Subió y bajó con más velocidad, con más desesperación, hasta que se sintió que la casa entera temblaba. Se mordió el labio, se pasó las manos por los pechos, se arqueó hacia atrás, y cuando lo sintió más duro, más lleno, más suyo, se lanzó hacia adelante y lo besó con furia, con hambre, con ganas de no soltarlo jamás.

—Voy a correrme —murmuró.

—Yo también —respondió Mateo.

Ella le mordió el cuello, le mordió el hombro, y con un último empujón, se corrió, agitándose sobre él, con los ojos abiertos, sin dejar de mirarlo. Él la sostuvo, la sujetó por las caderas, y se corrió dentro de ella, llenándola, embistiéndola hasta el último mililitro.

Se quedaron así, abrazados, sudados, con las respiraciones entrecortadas, las piernas entrelazadas, los dedos aferrados.

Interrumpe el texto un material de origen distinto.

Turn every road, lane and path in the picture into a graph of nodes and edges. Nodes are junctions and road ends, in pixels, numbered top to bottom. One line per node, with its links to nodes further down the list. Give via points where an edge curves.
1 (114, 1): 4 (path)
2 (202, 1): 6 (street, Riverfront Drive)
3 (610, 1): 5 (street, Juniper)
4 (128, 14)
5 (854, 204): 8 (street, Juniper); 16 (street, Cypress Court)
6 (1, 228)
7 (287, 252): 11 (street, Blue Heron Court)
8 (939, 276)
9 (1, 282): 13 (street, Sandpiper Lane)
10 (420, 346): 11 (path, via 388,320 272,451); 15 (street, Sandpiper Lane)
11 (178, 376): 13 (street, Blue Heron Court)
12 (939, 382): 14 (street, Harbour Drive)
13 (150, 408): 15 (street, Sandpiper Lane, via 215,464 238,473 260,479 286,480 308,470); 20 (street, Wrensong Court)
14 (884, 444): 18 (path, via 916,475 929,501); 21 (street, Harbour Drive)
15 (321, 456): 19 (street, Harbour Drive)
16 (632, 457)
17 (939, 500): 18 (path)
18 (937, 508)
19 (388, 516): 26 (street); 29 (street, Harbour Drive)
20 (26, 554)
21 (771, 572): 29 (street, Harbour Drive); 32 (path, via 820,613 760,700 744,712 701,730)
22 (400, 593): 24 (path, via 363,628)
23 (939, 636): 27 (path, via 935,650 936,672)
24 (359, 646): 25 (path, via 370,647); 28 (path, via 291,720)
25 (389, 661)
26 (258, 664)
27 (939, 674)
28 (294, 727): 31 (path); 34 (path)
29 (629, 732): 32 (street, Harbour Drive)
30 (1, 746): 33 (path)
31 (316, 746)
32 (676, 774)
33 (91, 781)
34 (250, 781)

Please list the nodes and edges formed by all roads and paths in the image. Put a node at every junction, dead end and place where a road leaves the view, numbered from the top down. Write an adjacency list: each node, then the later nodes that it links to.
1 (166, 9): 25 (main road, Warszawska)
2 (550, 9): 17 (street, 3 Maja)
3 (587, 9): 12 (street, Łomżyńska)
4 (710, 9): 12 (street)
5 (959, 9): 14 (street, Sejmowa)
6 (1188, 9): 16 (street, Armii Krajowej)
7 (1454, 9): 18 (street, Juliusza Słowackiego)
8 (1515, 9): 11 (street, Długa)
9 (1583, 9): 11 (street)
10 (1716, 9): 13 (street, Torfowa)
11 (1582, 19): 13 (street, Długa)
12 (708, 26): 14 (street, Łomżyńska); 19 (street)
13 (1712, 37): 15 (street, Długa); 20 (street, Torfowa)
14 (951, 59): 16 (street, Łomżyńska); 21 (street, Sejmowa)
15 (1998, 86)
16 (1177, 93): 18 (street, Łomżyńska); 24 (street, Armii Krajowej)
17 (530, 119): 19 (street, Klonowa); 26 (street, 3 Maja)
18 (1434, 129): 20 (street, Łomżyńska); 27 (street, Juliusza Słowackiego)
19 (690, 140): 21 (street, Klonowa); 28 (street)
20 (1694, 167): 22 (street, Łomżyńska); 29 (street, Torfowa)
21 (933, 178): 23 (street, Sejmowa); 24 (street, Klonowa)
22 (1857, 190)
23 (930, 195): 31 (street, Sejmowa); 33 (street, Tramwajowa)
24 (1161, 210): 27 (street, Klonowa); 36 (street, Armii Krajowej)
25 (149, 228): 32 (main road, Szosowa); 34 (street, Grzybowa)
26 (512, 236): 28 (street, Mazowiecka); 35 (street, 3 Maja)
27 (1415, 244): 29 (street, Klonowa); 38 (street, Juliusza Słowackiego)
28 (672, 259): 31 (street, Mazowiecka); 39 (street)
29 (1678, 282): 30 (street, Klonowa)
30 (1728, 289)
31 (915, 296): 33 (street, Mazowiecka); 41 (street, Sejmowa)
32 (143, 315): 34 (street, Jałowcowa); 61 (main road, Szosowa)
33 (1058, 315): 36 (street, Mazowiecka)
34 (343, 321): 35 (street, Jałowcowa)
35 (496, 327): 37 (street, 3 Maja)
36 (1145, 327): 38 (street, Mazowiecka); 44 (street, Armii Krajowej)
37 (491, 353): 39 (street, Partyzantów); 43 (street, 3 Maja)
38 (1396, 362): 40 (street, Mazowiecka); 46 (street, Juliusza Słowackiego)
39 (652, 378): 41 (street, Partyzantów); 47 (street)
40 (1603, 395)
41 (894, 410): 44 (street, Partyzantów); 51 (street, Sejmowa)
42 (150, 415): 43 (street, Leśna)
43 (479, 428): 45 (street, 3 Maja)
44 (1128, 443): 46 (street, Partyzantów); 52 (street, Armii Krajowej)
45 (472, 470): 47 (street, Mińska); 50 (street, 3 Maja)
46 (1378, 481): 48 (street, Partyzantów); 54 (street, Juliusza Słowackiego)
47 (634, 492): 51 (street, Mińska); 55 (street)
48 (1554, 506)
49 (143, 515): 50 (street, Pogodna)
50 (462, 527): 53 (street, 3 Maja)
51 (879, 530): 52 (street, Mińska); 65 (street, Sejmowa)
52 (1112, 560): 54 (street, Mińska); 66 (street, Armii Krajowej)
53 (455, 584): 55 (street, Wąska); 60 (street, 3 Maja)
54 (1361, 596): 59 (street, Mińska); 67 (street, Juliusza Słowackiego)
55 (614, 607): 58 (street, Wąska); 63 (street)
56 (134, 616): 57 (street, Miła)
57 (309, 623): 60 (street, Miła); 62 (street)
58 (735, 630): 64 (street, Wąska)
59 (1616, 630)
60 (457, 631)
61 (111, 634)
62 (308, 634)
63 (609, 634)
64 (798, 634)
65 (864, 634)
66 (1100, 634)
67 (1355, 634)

—¿Y si regresa Daniel? —preguntó Lucía, casi al final.

—Ya no importa —dijo Mateo—. Ya se corrió en mí.

Ella rió, baja y oscura, y le acarició la cara.

—Sí, ya se corrió. Y ahora va a dormir en la habitación de invitados, como si nada hubiera pasado.

—Como si nada hubiera pasado —repitió Mateo, sabiendo que mentía. Porque algo había pasado. Y sería el único secreto que guardaría toda su vida.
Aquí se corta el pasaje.